| Source material |
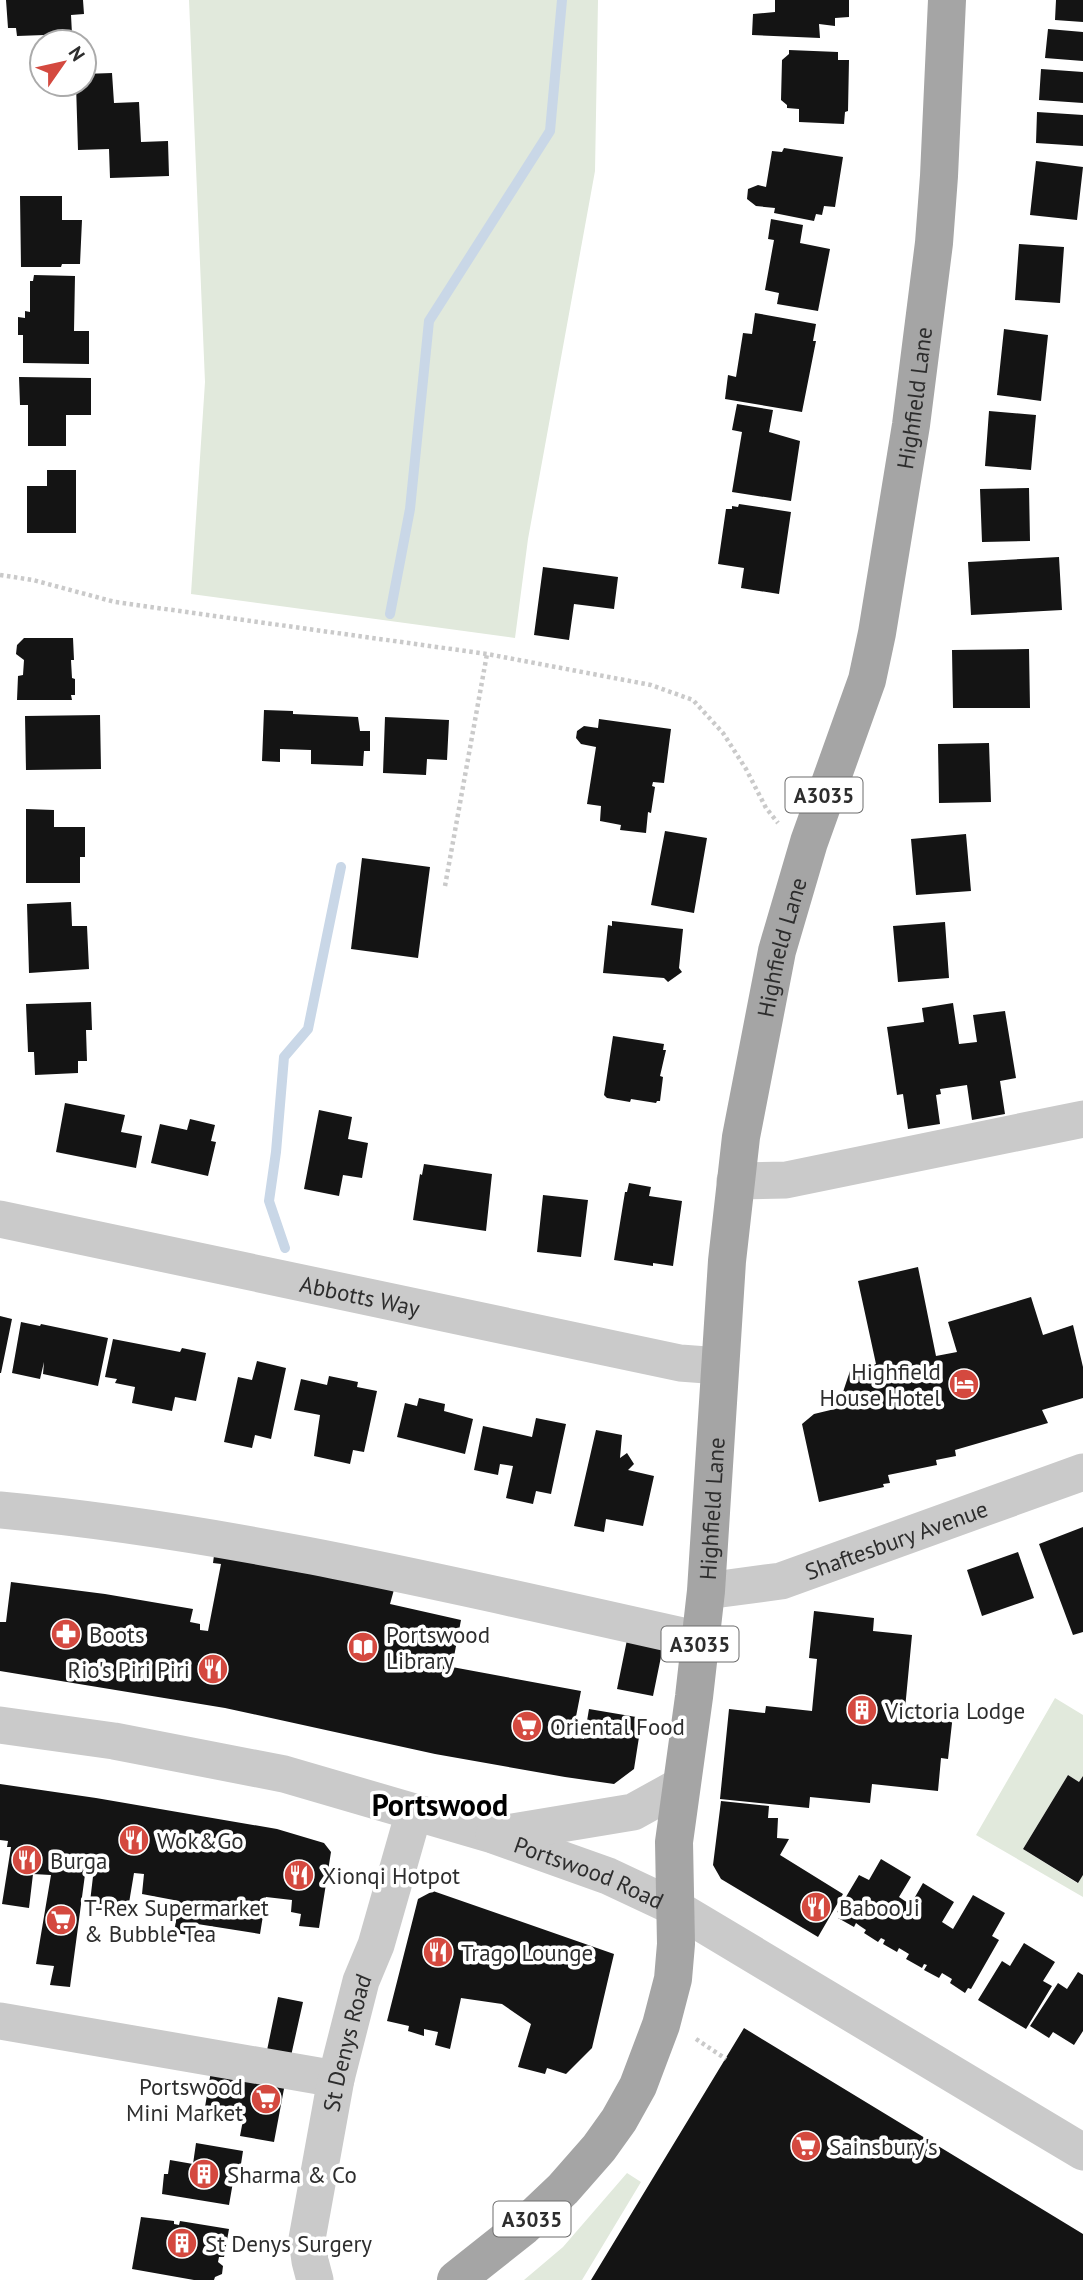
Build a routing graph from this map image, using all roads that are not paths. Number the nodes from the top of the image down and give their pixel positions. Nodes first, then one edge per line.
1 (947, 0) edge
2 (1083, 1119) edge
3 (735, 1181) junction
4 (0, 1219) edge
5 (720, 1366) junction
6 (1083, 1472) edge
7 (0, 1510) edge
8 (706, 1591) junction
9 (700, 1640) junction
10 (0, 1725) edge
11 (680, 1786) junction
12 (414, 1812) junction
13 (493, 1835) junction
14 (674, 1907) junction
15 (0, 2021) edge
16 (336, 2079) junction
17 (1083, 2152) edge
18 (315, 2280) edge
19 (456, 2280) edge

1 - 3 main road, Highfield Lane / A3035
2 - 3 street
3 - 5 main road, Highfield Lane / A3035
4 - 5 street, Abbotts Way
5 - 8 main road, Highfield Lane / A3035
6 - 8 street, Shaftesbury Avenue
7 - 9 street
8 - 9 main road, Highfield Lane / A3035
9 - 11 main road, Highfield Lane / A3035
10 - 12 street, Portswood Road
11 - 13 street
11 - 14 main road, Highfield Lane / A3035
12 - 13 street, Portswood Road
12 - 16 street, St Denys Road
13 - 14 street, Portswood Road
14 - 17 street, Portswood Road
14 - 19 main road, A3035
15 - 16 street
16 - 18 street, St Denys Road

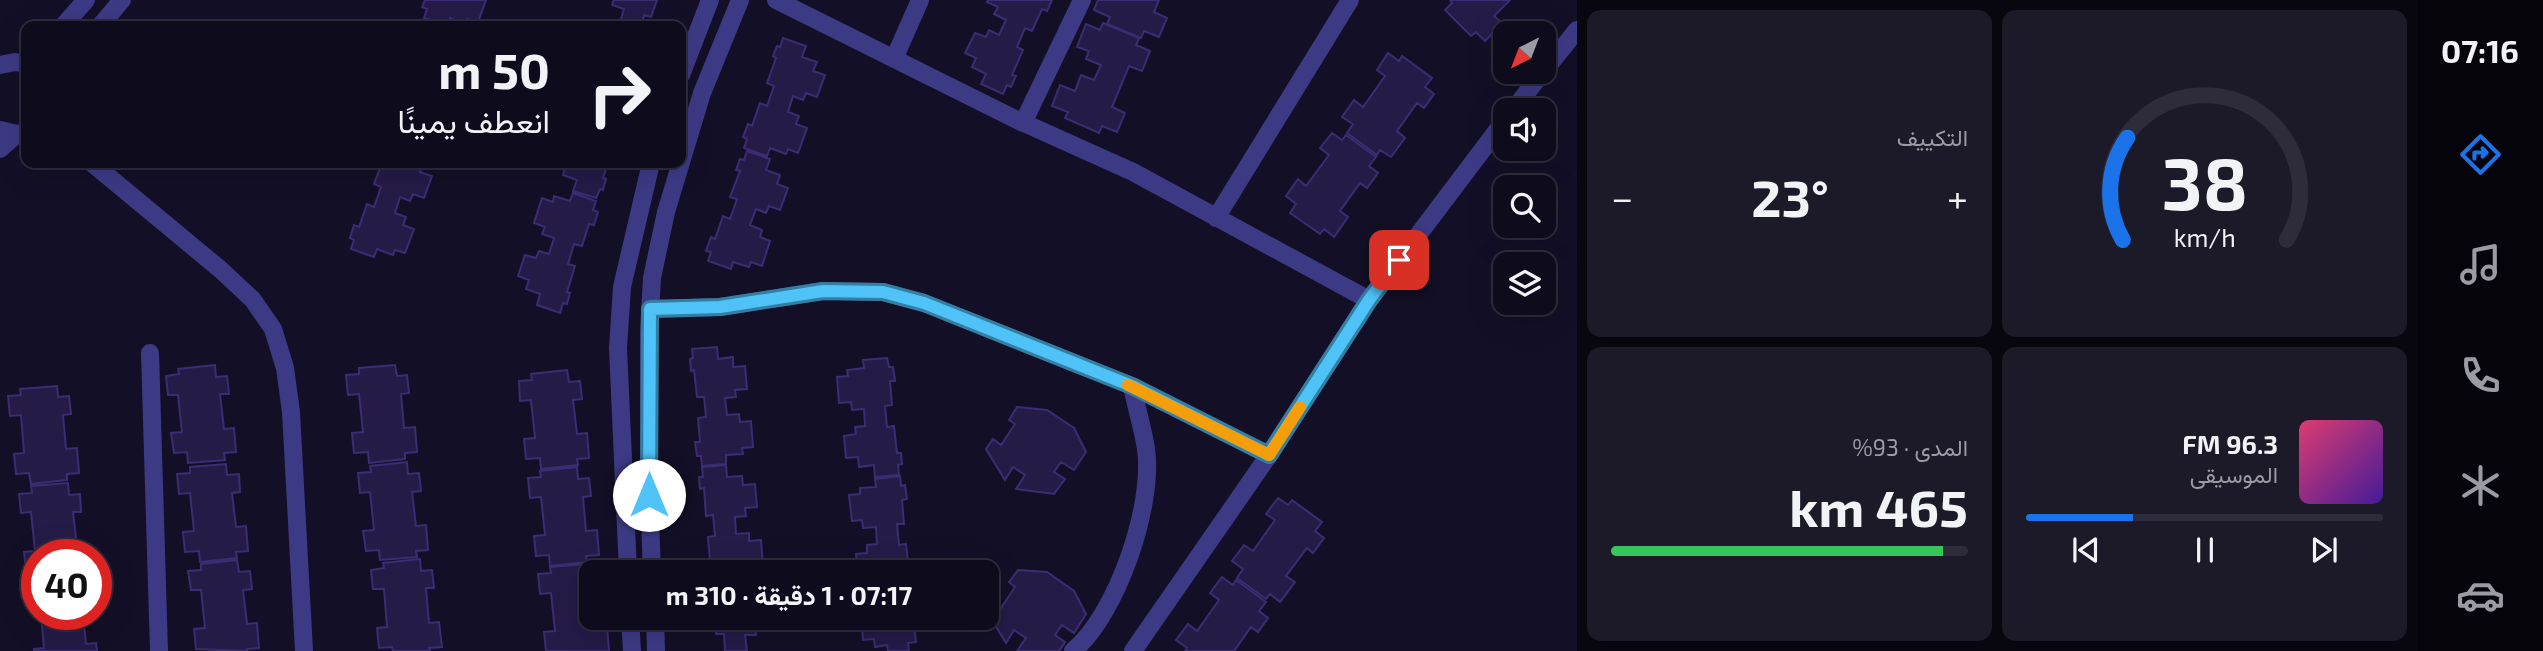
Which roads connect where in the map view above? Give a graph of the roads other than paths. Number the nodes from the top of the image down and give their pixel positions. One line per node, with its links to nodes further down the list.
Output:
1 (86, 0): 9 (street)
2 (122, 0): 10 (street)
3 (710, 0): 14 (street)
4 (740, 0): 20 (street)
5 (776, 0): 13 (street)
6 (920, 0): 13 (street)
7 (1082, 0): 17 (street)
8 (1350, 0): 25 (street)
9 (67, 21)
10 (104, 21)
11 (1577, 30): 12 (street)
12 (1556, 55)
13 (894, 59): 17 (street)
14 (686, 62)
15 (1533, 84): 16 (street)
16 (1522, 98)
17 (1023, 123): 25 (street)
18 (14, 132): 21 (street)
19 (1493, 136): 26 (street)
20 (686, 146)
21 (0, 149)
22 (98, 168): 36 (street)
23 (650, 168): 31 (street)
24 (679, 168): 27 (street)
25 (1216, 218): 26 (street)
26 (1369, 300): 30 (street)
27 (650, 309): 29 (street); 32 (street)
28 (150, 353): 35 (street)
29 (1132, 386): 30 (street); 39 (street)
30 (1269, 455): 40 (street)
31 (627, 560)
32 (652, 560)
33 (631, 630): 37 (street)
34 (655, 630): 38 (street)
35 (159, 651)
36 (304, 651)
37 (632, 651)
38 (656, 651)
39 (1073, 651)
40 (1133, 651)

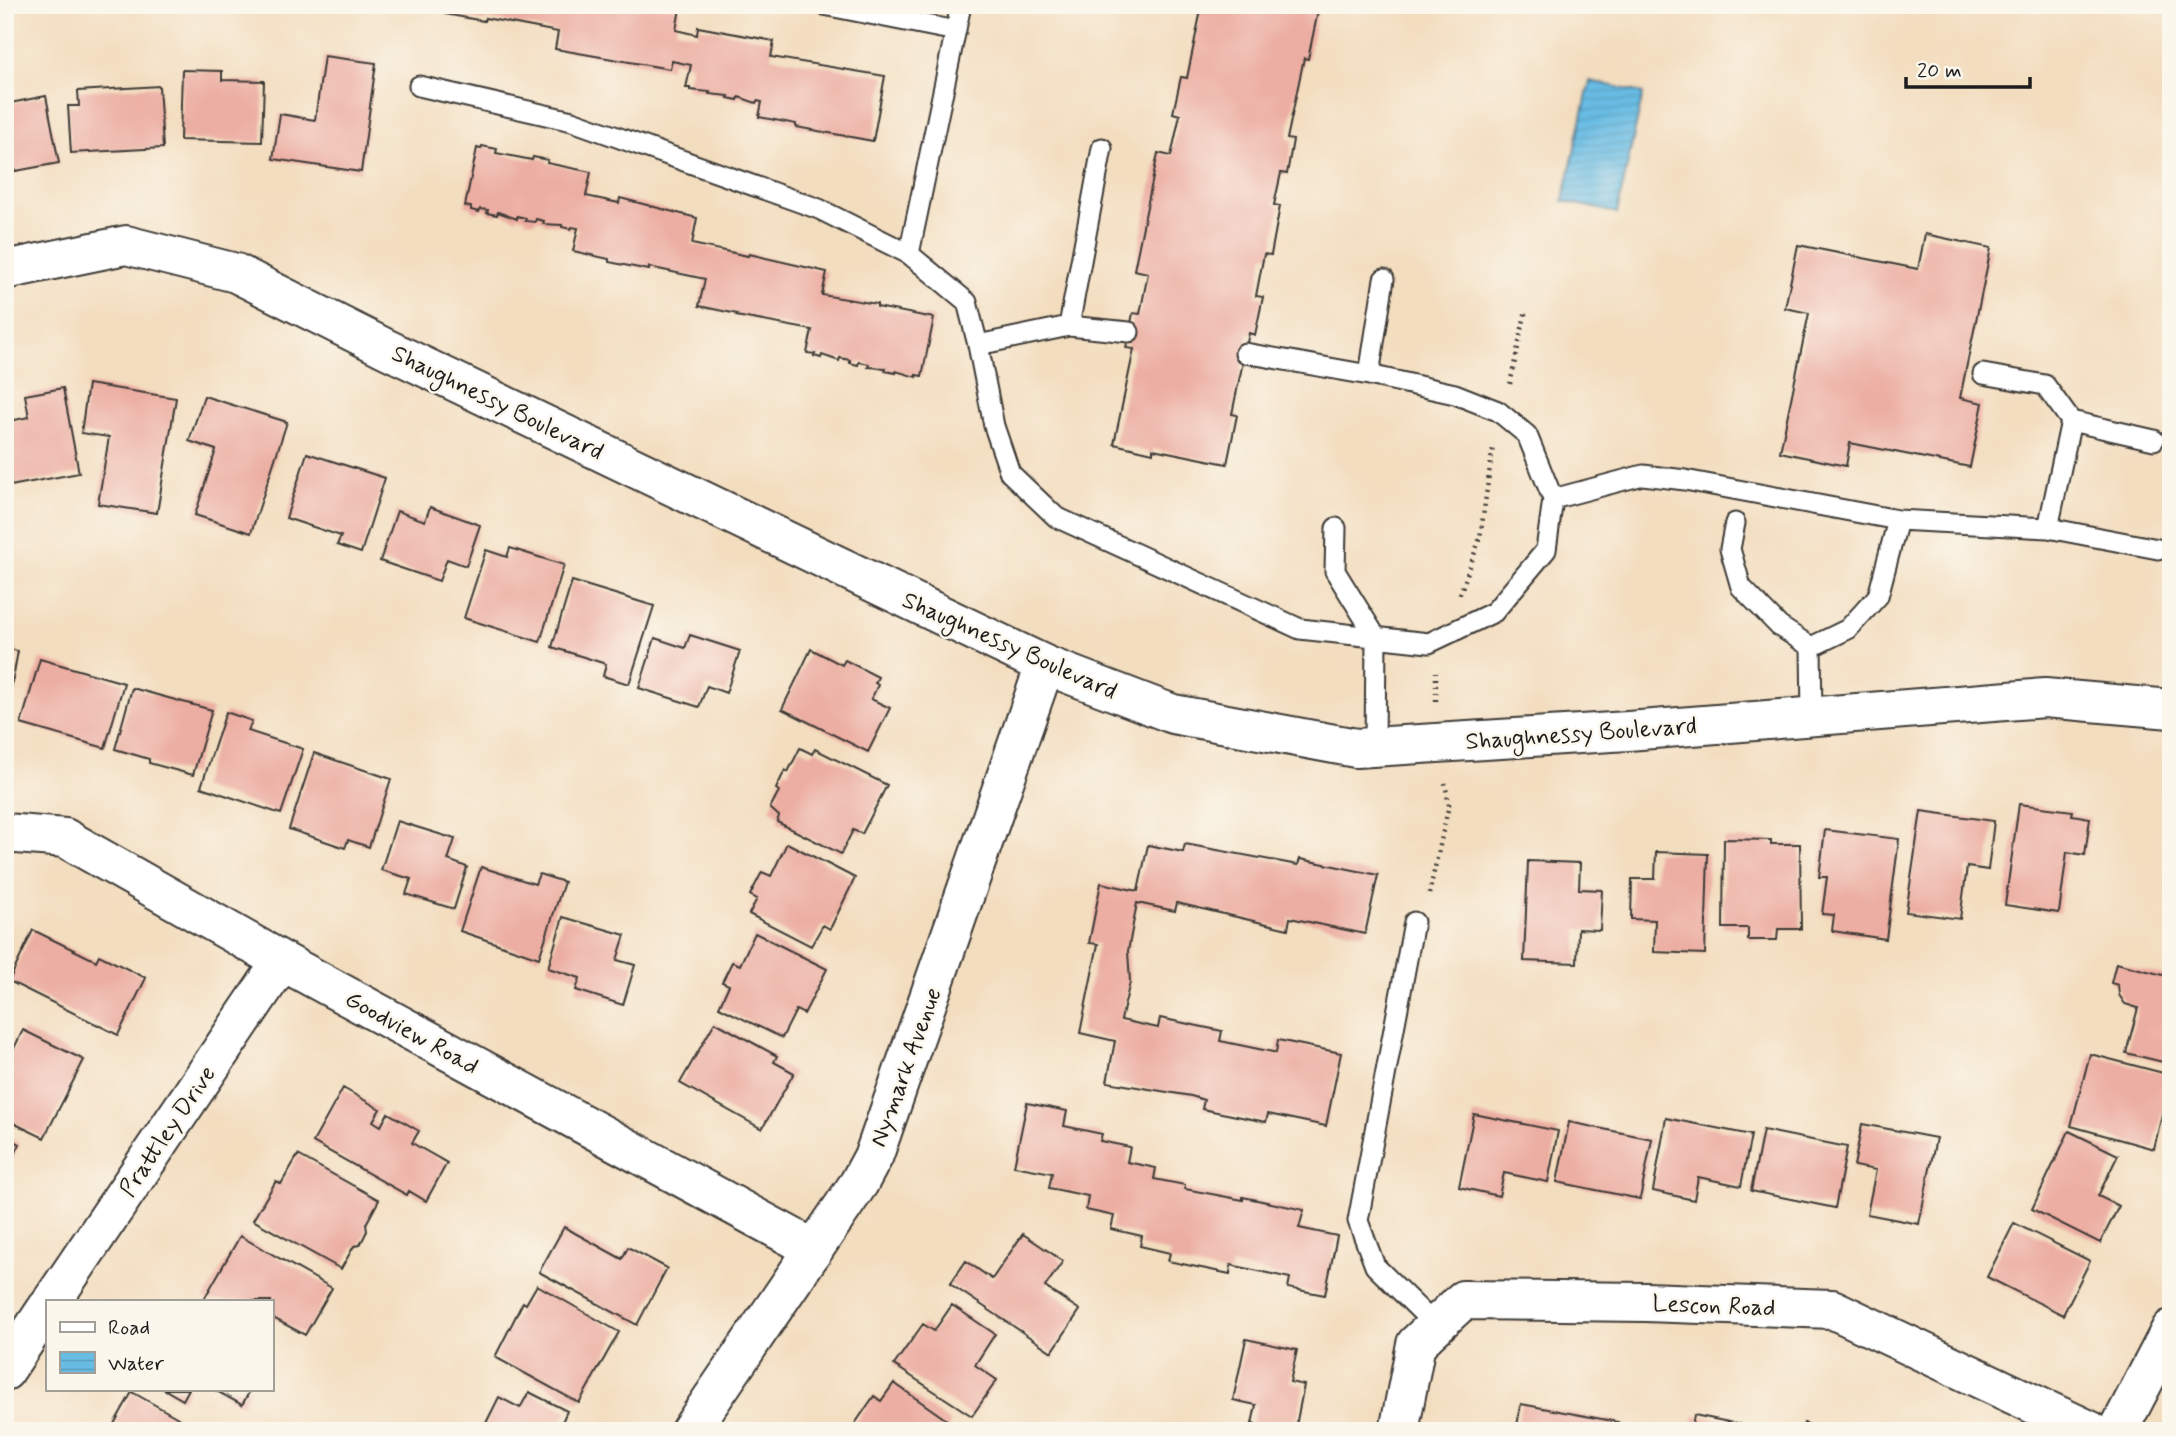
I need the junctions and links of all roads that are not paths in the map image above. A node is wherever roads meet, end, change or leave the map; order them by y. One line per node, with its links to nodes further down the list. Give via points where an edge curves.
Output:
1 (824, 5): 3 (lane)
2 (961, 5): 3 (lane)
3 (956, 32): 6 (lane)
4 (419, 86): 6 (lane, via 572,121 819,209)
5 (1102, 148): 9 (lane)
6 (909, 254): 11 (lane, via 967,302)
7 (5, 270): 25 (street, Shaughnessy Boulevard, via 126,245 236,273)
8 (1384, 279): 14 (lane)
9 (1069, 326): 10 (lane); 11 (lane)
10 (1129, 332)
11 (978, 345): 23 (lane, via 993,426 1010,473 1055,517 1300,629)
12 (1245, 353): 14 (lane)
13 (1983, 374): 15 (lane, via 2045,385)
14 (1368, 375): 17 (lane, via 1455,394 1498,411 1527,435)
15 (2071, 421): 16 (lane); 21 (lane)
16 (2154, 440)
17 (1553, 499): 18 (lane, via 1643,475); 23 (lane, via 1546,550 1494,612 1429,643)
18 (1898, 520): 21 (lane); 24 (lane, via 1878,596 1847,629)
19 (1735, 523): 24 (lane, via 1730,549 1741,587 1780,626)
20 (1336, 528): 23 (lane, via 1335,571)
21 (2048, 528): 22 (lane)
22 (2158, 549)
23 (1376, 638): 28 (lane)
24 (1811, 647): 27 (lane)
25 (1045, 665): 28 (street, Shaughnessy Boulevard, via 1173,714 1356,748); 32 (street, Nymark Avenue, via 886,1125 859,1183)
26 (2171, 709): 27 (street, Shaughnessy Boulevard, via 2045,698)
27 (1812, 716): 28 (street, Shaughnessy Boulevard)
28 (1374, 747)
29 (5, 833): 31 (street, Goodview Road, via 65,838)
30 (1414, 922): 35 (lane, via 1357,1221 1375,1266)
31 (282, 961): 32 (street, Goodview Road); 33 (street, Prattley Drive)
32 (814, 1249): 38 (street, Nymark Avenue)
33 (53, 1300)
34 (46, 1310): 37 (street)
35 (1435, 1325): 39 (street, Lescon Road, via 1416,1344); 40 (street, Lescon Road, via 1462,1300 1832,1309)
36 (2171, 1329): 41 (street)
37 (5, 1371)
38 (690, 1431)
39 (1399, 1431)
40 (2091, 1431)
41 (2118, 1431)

| Problem to work on |
When a line in the listing has the string "roads" in it, return that line.

| Response area |
Build a routing graph from this map image, using all roads that are not paths. Number the nodes from the top of the image down and give their pixel positions. Nodes first, then one edge per line.
Which roads connect where in the map view above? Give a graph of the roads other than paths. Number the nodes from the top of the image down and give their pixel positions. One line per node, with its links to nodes further down the list.
I need the junctions and links of all roads that are not paths in the map image above. A node is wherever roads meet, end, change or leave the map; order them by y. One line per node, with its links to nodes further down the list. Give via points where an edge curves.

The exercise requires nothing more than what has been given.